*** Begin section ***

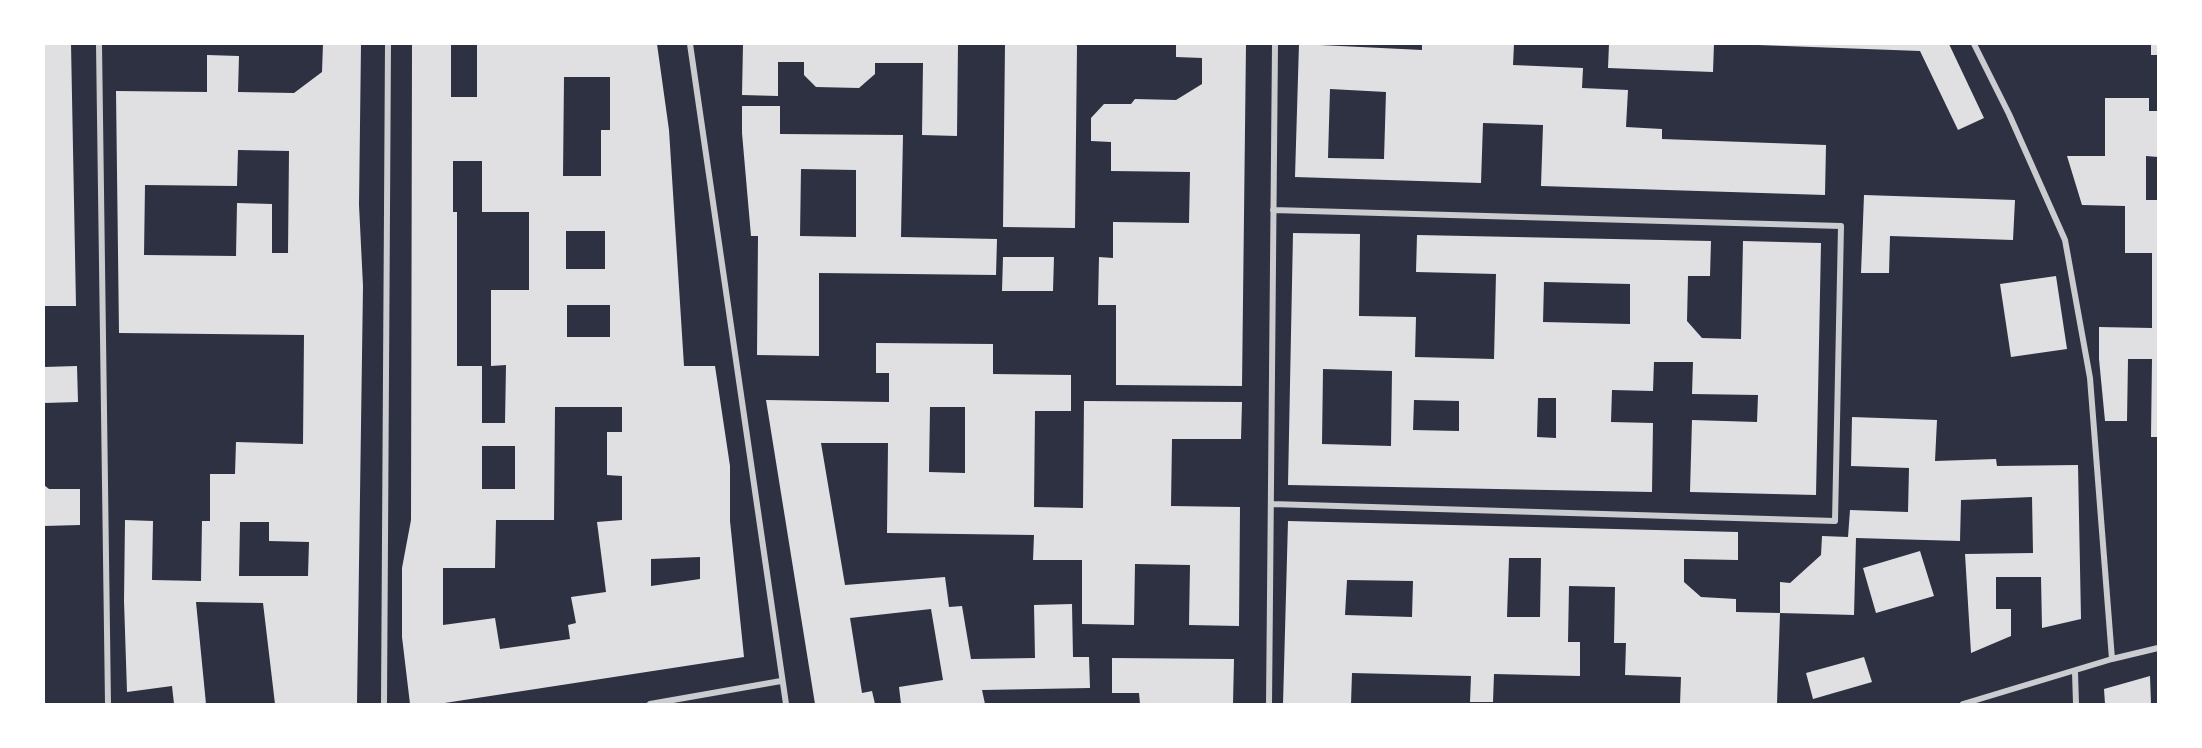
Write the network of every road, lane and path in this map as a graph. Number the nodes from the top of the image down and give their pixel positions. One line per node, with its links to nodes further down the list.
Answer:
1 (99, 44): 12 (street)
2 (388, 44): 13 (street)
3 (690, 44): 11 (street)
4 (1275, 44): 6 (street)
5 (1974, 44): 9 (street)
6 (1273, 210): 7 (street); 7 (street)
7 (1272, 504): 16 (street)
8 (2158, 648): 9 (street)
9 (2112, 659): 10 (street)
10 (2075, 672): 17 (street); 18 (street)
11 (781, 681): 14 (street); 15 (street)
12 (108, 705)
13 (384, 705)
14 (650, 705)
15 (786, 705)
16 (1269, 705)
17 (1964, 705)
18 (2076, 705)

*** End section ***
*** Begin section ***

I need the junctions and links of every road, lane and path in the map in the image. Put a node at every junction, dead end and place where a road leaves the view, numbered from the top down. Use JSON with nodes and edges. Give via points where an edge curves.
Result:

*** End section ***
*** Begin section ***

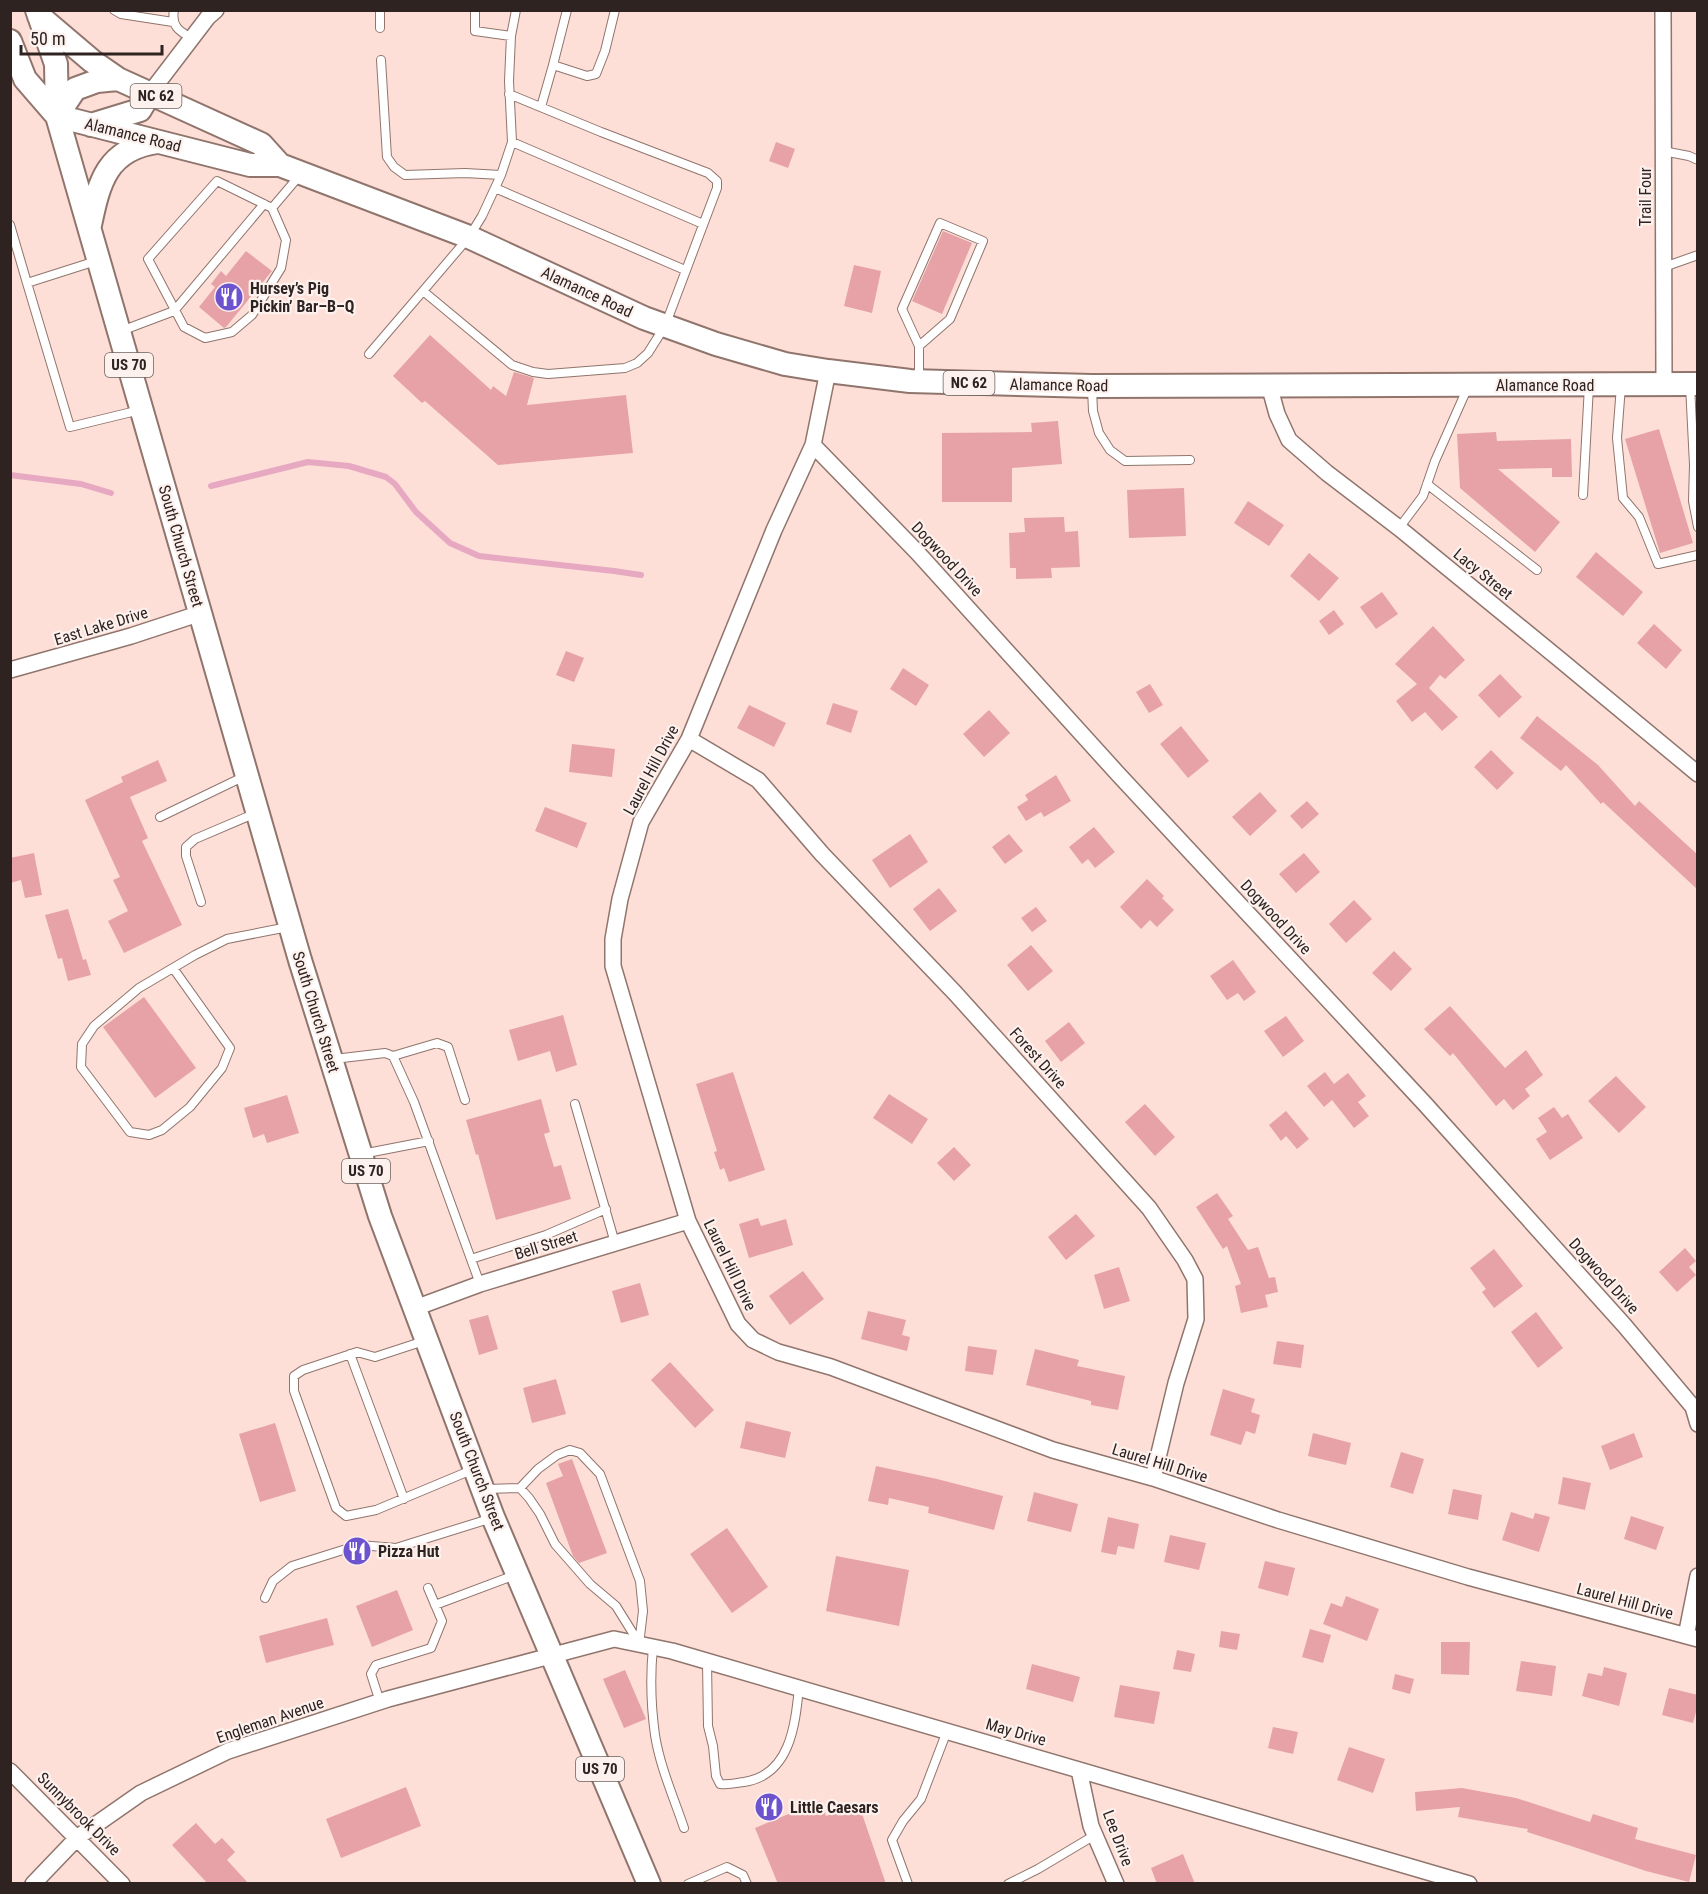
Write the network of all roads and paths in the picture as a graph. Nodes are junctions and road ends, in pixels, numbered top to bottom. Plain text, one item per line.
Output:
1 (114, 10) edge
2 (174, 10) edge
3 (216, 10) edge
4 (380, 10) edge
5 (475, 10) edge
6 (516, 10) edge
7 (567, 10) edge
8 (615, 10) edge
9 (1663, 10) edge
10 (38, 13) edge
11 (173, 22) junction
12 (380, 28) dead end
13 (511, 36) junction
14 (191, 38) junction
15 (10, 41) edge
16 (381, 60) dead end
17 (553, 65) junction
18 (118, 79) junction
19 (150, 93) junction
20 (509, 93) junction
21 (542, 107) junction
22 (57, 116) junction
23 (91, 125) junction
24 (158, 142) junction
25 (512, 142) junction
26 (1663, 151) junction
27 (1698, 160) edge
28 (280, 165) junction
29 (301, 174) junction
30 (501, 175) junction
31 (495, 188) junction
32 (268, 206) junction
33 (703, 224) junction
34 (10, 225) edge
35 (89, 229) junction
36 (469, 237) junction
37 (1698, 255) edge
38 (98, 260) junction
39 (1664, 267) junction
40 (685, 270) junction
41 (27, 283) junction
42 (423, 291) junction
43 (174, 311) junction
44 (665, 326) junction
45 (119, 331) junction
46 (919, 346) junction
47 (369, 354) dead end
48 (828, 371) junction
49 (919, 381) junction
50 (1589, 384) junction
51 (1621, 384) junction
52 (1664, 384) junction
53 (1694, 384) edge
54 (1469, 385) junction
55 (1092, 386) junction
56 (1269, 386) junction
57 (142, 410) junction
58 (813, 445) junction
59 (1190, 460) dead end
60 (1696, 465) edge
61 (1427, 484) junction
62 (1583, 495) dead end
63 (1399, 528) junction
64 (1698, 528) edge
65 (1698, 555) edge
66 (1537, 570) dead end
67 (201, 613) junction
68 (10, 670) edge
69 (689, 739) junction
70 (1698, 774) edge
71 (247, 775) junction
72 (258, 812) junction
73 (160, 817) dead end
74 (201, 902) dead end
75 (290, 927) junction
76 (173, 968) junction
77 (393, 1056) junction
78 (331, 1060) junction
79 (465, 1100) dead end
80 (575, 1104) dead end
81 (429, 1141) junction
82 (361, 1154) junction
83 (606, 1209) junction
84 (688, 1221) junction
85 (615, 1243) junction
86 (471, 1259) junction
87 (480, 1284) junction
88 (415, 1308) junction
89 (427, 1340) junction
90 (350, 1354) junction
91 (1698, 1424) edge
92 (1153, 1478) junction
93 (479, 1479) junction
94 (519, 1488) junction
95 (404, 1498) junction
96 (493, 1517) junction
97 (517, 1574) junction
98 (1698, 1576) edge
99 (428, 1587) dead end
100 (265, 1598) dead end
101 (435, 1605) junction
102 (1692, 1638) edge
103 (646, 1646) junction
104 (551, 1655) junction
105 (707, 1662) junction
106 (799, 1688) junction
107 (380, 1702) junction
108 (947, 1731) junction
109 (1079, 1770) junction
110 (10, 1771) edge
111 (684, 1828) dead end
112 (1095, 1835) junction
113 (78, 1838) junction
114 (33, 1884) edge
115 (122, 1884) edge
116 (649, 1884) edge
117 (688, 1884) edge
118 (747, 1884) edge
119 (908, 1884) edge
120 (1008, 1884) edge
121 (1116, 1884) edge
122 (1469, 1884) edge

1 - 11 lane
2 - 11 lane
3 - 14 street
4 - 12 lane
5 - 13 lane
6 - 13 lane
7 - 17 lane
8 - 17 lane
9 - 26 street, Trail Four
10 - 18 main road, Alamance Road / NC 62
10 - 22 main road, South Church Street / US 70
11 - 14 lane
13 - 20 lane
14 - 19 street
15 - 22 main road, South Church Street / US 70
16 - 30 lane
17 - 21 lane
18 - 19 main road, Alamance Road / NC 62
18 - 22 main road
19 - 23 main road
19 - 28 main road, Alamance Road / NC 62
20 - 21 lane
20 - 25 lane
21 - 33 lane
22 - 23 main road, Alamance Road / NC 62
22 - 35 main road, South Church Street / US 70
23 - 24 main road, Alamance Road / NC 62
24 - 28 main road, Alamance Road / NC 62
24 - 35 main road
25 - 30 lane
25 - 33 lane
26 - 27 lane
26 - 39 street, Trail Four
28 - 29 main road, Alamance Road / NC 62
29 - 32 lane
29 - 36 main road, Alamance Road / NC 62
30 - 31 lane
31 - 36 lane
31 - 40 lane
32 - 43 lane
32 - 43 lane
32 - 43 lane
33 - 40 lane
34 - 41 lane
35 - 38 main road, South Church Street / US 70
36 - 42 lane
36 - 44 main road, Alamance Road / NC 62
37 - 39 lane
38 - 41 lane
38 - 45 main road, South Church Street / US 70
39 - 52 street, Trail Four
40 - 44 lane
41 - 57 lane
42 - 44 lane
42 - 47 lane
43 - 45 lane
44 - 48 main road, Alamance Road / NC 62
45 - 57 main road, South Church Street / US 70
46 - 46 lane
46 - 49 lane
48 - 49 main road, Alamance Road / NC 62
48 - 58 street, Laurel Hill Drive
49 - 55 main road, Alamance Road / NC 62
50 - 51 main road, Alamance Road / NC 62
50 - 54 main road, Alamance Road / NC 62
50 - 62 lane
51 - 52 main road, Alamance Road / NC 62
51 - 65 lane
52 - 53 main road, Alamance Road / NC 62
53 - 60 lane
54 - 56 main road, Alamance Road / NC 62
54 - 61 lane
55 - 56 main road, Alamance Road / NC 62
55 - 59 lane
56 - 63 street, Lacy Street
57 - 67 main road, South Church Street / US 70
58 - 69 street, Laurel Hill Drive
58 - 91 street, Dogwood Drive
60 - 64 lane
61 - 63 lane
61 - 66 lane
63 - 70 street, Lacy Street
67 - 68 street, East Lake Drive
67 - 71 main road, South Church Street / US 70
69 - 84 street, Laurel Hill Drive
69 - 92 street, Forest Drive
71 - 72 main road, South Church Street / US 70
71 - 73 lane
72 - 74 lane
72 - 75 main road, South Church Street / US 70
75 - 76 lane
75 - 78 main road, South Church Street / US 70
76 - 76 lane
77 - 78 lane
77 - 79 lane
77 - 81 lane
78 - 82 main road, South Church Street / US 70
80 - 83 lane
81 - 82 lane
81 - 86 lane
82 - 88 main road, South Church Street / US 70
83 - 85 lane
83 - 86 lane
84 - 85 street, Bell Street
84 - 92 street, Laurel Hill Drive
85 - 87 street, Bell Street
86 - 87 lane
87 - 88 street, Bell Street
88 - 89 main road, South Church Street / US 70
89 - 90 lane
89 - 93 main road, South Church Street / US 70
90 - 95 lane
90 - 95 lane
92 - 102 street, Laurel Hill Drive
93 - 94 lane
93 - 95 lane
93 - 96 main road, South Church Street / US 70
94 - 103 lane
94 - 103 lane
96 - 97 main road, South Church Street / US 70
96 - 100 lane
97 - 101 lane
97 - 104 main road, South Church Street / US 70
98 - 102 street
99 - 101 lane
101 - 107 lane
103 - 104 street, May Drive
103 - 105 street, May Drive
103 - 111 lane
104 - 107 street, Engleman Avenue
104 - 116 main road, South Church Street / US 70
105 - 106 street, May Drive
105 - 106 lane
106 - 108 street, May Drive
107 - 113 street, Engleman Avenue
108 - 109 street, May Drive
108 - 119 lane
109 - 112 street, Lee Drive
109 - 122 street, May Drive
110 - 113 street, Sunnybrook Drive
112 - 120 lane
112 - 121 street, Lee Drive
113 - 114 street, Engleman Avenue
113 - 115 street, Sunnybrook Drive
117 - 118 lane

*** End section ***

● **Work task**
Copy each line above holding "network".

● **Solution for this task**
Write the network of every road, lane and path in this map as a graph. Number the nodes from the top of the image down and give their pixel positions. One line per node, with its links to nodes further down the list.
Write the network of all roads and paths in the picture as a graph. Nodes are junctions and road ends, in pixels, numbered top to bottom. Plain text, one item per line.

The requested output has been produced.